Forgotten Places - ROME ART WEEK
International group exhibition
2023 October / November, Rome, Italy
Curated by: LoosenArt
The Forgotten Places exhibition curated by LoosenArt and hosted at the Millepiani space is a collection of photographic and video works that constitute an exploratory excursus of abandoned, forgotten and rediscovered places. With the advent of photography, a new documentary approach intervenes in giving a testimony of human kind, through the direct recording of behaviors and the traces they leave. One of the most representative approaches of the exhibition concerns the phenomenon of Urbex - Urban Exploration - an activity of exploration of abandoned places, its objective being that of telling the history of those who have lived there, through documenting the traces and objects which seem to be fixed and frozen in time.
A further focus of the exhibition is to shed light on the evocative charm of places where nature makes itself manifest by redeeming its spaces, asking questions and offering opportunities for reflections on our relationship with the environment starting from the need for a more organic relationship with it. “Forgotten places” are also those personal places that pertain to each of our biographies, places that require a return to observe the images of our memories with new eyes, or to rekindle memories of an experience in order to better understand who we are.
The group show, where the artists exhibit their pieces within a month, insists on a topic which gives rise to reflections and ideas about our yesterday and today. Forgotten places reminds us of something that happened but doesn’t exist anymore - or it survives in a different way. It is a collective projection of places and non-places that cuts through continents, cultures and time.
Talking about forgotten places often means packing a bag, leaving and going far away. Towards periphery, towards the countryside - going out of the centre, out of the beating heart of the city. The images of those places are usually associated with - whether physical, material or emotional - isolation. They show empty rooms, broken glasses, open windows looking at a desolate landscape; these are stories that made sense, once. In this context, it is no coincidence that many artists, in their pieces, preferred and used the black and white, in order to increase that time-space distance between the images and us. And this state of remoteness goes hand in hand with forgetfulness: when one doesn’t experience nor see something, this thing doesn’t exist anymore, if not in the eyes and in the heart of a few.
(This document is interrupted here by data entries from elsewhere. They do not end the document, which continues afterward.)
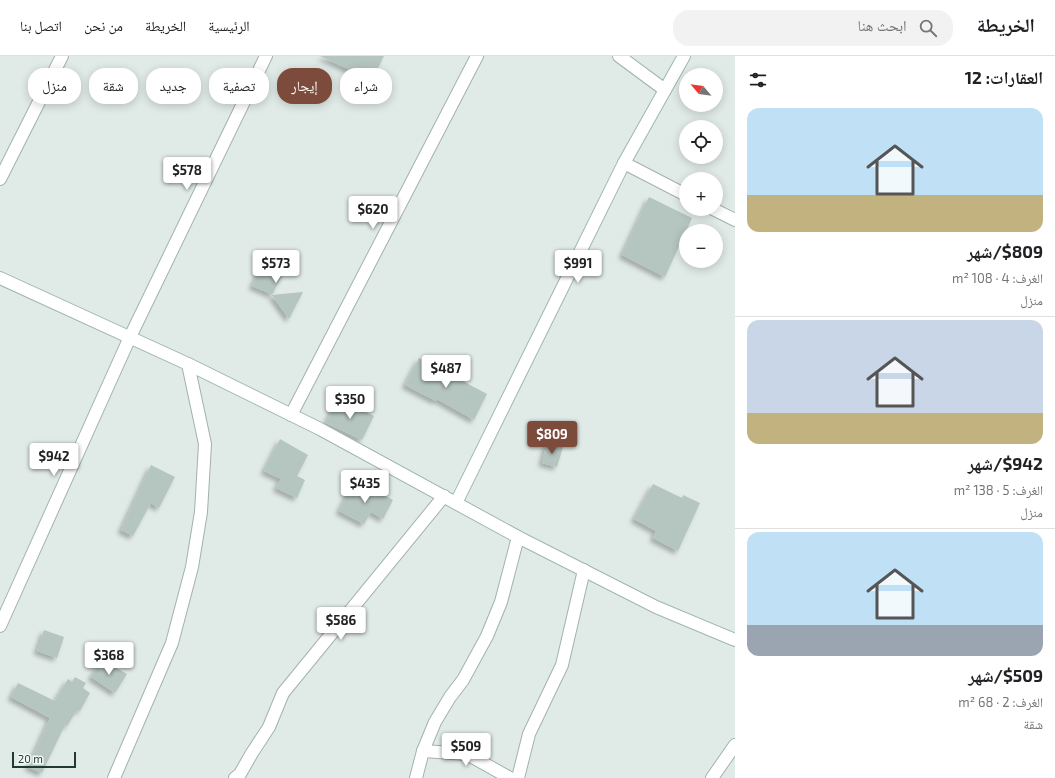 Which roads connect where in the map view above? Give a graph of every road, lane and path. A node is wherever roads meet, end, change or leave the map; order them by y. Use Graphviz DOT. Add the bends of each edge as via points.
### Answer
graph roads {
  1 [pos="62,56"];
  2 [pos="266,56"];
  3 [pos="477,56"];
  4 [pos="619,56"];
  5 [pos="685,57"];
  6 [pos="665,90"];
  7 [pos="624,163"];
  8 [pos="0,179"];
  9 [pos="679,191"];
  10 [pos="723,214"];
  11 [pos="735,220"];
  12 [pos="0,278"];
  13 [pos="130,337"];
  14 [pos="188,364"];
  15 [pos="291,415"];
  16 [pos="444,496"];
  17 [pos="456,503"];
  18 [pos="518,537"];
  19 [pos="584,570"];
  20 [pos="0,626"];
  21 [pos="735,640"];
  22 [pos="735,745"];
  23 [pos="423,751"];
  24 [pos="114,778"];
  25 [pos="235,778"];
  26 [pos="416,778"];
  27 [pos="510,778"];
  28 [pos="518,778"];
  29 [pos="712,778"];
  1 -- 8 [label="street"];
  2 -- 13 [label="street"];
  3 -- 15 [label="street"];
  4 -- 6 [label="street"];
  5 -- 6 [label="street"];
  6 -- 7 [label="street"];
  7 -- 9 [label="street"];
  7 -- 17 [label="street"];
  10 -- 11 [label="street"];
  12 -- 13 [label="street"];
  13 -- 14 [label="street"];
  13 -- 20 [label="street"];
  14 -- 15 [label="street"];
  14 -- 24 [label="street" via="205,444 202,512 192,567 172,644"];
  15 -- 16 [label="street" via="320,428"];
  16 -- 17 [label="street"];
  16 -- 25 [label="street" via="283,693 269,727"];
  17 -- 18 [label="street"];
  18 -- 19 [label="street"];
  18 -- 23 [label="street" via="501,602 487,636 436,722"];
  19 -- 21 [label="street" via="656,607"];
  19 -- 28 [label="street" via="562,665 529,734"];
  22 -- 29 [label="street"];
  23 -- 26 [label="street"];
  23 -- 27 [label="street" via="467,754"];
}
Someplace else, abandonment and forgetfulness are coupled with a controversial story (or, better, History) made of pain, violence and craziness that people intend to erase from their minds. Remembering is acceptable, but without the trouble inflicted by the walls where those things occurred. And if, by leaving a place, we finally have the possibility of going beyond the emotional hurdles: why should we stay?
Once again, it’s time to pack and leave. Though in the opposite direction this time: towards salvation, far from the past.
At the exhibition, one finds also the utopian or post-apocalyptic path, practiced by the artists that, fascinated by the surreal decadence of a place (a deserted pool or gym, that no longer have their purpose left), projected their pieces in a future that still has to happen. It is here that the sparse survivors in a world that has completely changed have the privilege of retracing those environments. At this point, a discarded place changes its identity, becoming a photographic background set in our tomorrow (or after-tomorrow).
Ultimately, Forgotten Places is also a narration about the socio-economic changes that occurred within the last decades. On the one hand, all those brutalist, unfinished buildings - where concrete is the only possible language - say something about economic crises and huge decreases in the construction sector. On the other, the deserted countryside and the abandoned towns mirror significant social changes (the move from the periphery to the city), but also natural catastrophes (earthquakes that forced people to move elsewhere).
Therefore this group exhibition becomes a rediscovery inside out: from the centre to the periphery (or vice versa), but also within the eyes, hearts and minds of those who want to remember - or to forget. Because, in the end, highlighting what we want to forget only means one thing: the opposite.